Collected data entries
◇ ◇ ◇ ◇ ◇
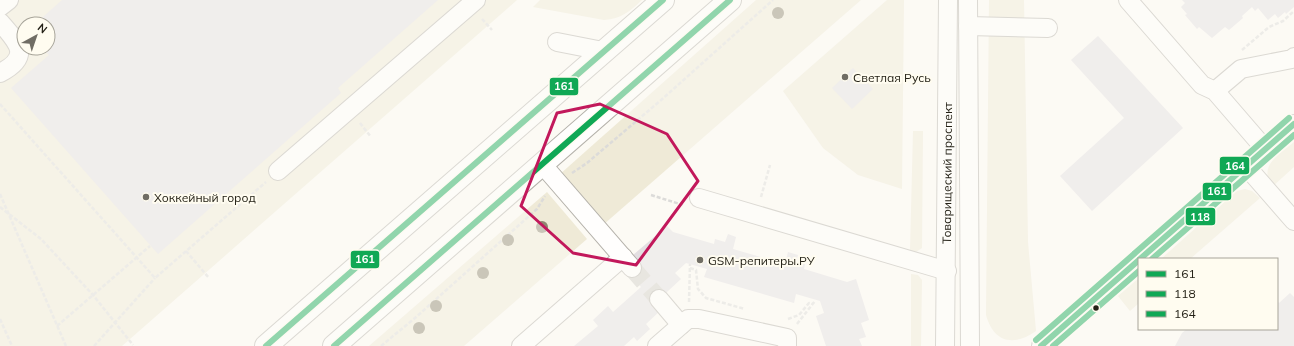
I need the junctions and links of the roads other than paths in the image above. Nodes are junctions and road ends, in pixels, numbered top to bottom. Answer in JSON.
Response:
{"nodes":[{"id":1,"x":9,"y":0,"type":"edge"},
{"id":2,"x":476,"y":0,"type":"edge"},
{"id":3,"x":663,"y":0,"type":"edge"},
{"id":4,"x":730,"y":0,"type":"edge"},
{"id":5,"x":948,"y":0,"type":"edge"},
{"id":6,"x":968,"y":0,"type":"edge"},
{"id":7,"x":1128,"y":0,"type":"edge"},
{"id":8,"x":0,"y":7,"type":"edge"},
{"id":9,"x":0,"y":22,"type":"edge"},
{"id":10,"x":968,"y":26,"type":"junction"},
{"id":11,"x":1048,"y":28,"type":"dead end"},
{"id":12,"x":557,"y":42,"type":"dead end"},
{"id":13,"x":603,"y":51,"type":"junction"},
{"id":14,"x":1294,"y":57,"type":"edge"},
{"id":15,"x":0,"y":73,"type":"edge"},
{"id":16,"x":1215,"y":91,"type":"junction"},
{"id":17,"x":1294,"y":124,"type":"edge"},
{"id":18,"x":1265,"y":149,"type":"junction"},
{"id":19,"x":542,"y":164,"type":"junction"},
{"id":20,"x":1246,"y":166,"type":"junction"},
{"id":21,"x":278,"y":171,"type":"road end"},
{"id":22,"x":699,"y":198,"type":"dead end"},
{"id":23,"x":1294,"y":221,"type":"edge"},
{"id":24,"x":1142,"y":258,"type":"edge"},
{"id":25,"x":1138,"y":262,"type":"edge"},
{"id":26,"x":947,"y":271,"type":"junction"},
{"id":27,"x":659,"y":299,"type":"tunnel mouth"},
{"id":28,"x":684,"y":322,"type":"junction"},
{"id":29,"x":787,"y":342,"type":"edge"},
{"id":30,"x":266,"y":346,"type":"edge"},
{"id":31,"x":334,"y":346,"type":"edge"},
{"id":32,"x":521,"y":346,"type":"edge"},
{"id":33,"x":657,"y":346,"type":"edge"},
{"id":34,"x":945,"y":346,"type":"edge"},
{"id":35,"x":970,"y":346,"type":"edge"},
{"id":36,"x":1041,"y":346,"type":"edge"}],
"edges":[{"from":1,"to":8,"type":"street"},
{"from":2,"to":21,"type":"street"},
{"from":3,"to":13,"type":"main road"},
{"from":4,"to":19,"type":"main road"},
{"from":5,"to":26,"type":"street","name":"Товарищеский проспект"},
{"from":6,"to":10,"type":"street","name":"Товарищеский проспект"},
{"from":7,"to":16,"type":"street"},
{"from":9,"to":15,"type":"street"},
{"from":10,"to":11,"type":"street"},
{"from":10,"to":35,"type":"street","name":"Товарищеский проспект"},
{"from":12,"to":13,"type":"street"},
{"from":13,"to":30,"type":"main road"},
{"from":14,"to":16,"type":"street"},
{"from":16,"to":18,"type":"street"},
{"from":17,"to":18,"type":"street"},
{"from":18,"to":20,"type":"street"},
{"from":19,"to":31,"type":"main road"},
{"from":19,"to":32,"type":"street"},
{"from":20,"to":23,"type":"street"},
{"from":20,"to":24,"type":"street"},
{"from":22,"to":26,"type":"street"},
{"from":25,"to":36,"type":"street"},
{"from":26,"to":34,"type":"street","name":"Товарищеский проспект"},
{"from":27,"to":28,"type":"street"},
{"from":28,"to":29,"type":"street"},
{"from":28,"to":33,"type":"street"}]}
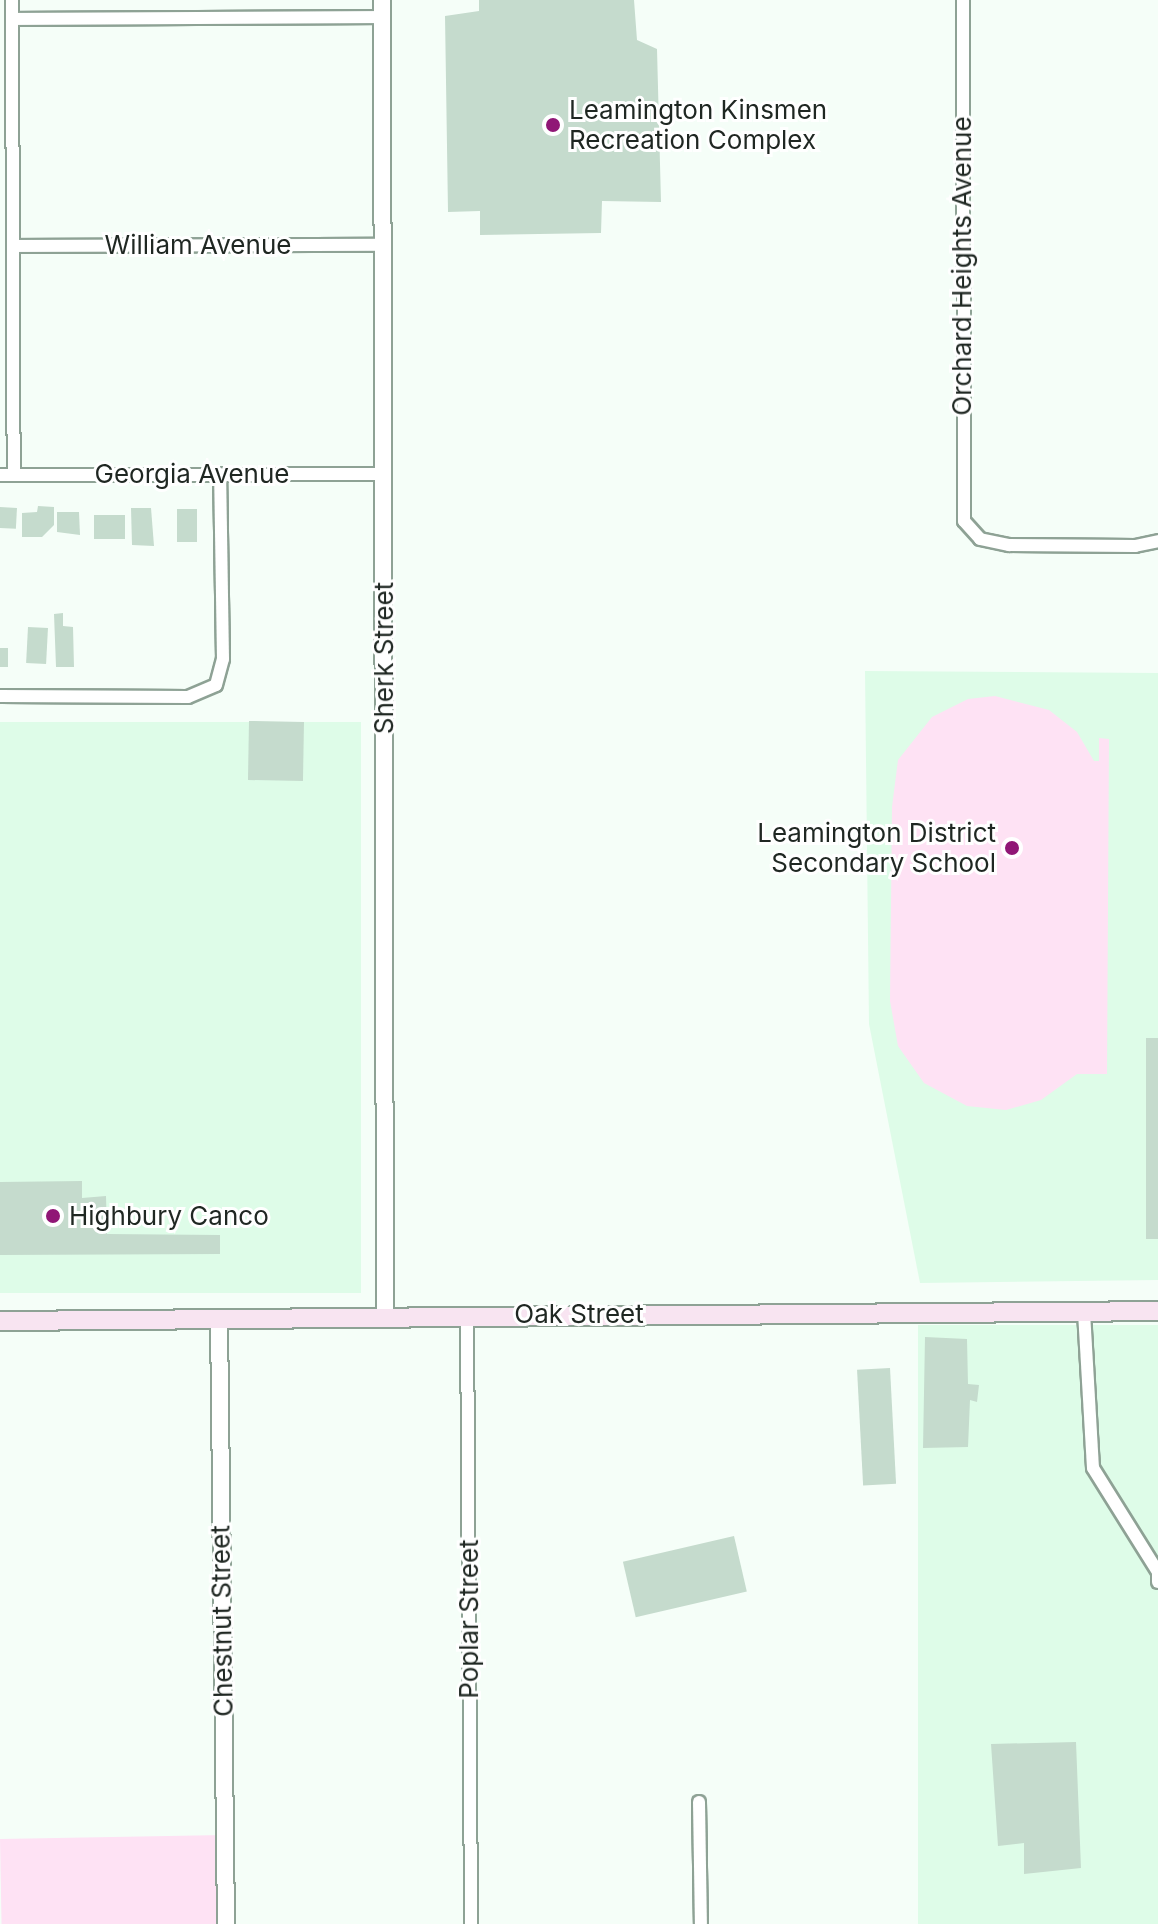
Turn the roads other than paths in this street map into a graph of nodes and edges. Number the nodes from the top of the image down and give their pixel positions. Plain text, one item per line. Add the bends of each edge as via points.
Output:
1 (12, 0) edge
2 (963, 0) edge
3 (382, 9) edge
4 (12, 19) junction
5 (383, 245) junction
6 (13, 246) junction
7 (220, 474) junction
8 (383, 474) junction
9 (7, 475) edge
10 (1158, 541) edge
11 (0, 696) edge
12 (1158, 1311) edge
13 (1084, 1312) junction
14 (467, 1315) junction
15 (385, 1316) junction
16 (219, 1318) junction
17 (0, 1321) edge
18 (1158, 1582) edge
19 (699, 1802) dead end
20 (226, 1924) edge
21 (471, 1924) edge
22 (701, 1924) edge

1 - 4 street
2 - 10 street, Orchard Heights Avenue via 961,509 980,539 1009,545 1135,546
3 - 4 street
3 - 5 street, Sherk Street
4 - 6 street
5 - 6 street, William Avenue
5 - 8 street, Sherk Street
6 - 9 street
7 - 8 street, Georgia Avenue
7 - 9 street, Georgia Avenue
7 - 11 street via 223,659 216,685 188,697
8 - 15 street, Sherk Street
12 - 13 main road, Oak Street
13 - 14 main road, Oak Street
13 - 18 street via 1093,1468 1158,1572
14 - 15 main road, Oak Street
14 - 21 street, Poplar Street
15 - 16 main road, Oak Street
16 - 17 main road, Oak Street
16 - 20 street, Chestnut Street
19 - 22 street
◇ ◇ ◇ ◇ ◇
* _What to work on_
All lines above that contain "Avenue" are required in the answer.

* _Response to this task_
2 - 10 street, Orchard Heights Avenue via 961,509 980,539 1009,545 1135,546
5 - 6 street, William Avenue
7 - 8 street, Georgia Avenue
7 - 9 street, Georgia Avenue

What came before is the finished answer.